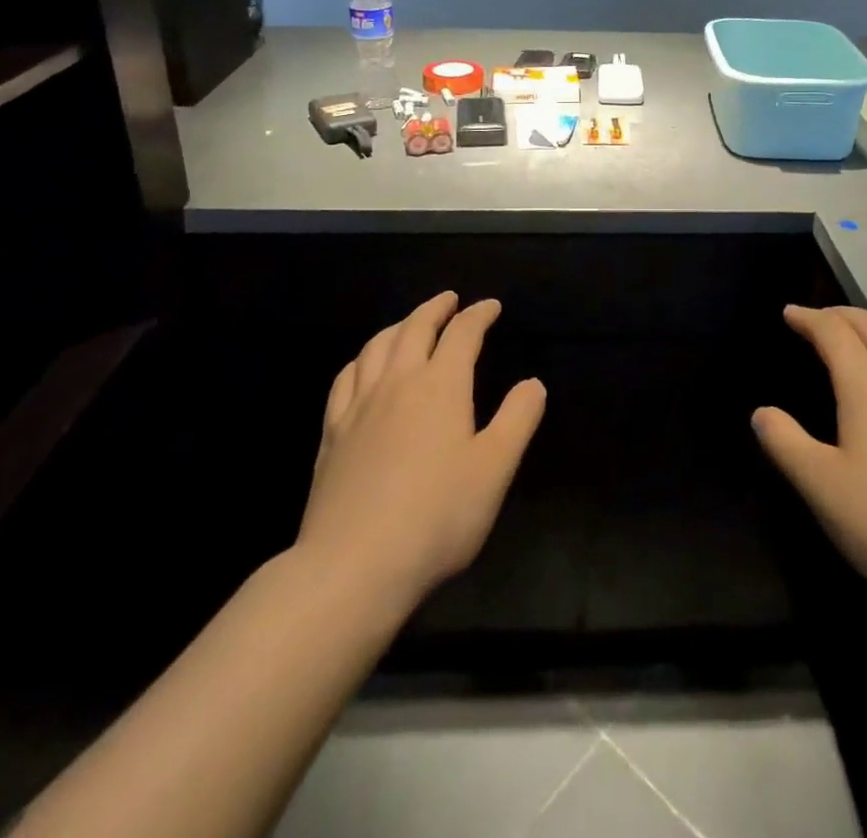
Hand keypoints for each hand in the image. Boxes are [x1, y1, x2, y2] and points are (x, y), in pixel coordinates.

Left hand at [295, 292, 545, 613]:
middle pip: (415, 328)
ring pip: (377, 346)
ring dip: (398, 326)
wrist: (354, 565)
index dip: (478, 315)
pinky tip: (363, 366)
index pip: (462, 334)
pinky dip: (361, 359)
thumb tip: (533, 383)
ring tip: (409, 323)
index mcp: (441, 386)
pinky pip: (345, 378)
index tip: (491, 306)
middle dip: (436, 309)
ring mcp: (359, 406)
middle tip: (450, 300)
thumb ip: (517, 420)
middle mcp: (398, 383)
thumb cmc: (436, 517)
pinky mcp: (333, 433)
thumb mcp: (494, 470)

******

(Work instructions) Only lines belong in the copy: transcribe those from the start of the data through the line that contains "index dip: (478, 315)", and skip the pictures.

(Result for this task)
Hand keypoints for each hand in the image. Boxes are [x1, y1, x2, y2] and points are (x, y), in pixel coordinates.

Left hand at [295, 292, 545, 613]:
middle pip: (415, 328)
ring pip: (377, 346)
ring dip: (398, 326)
wrist: (354, 565)
index dip: (478, 315)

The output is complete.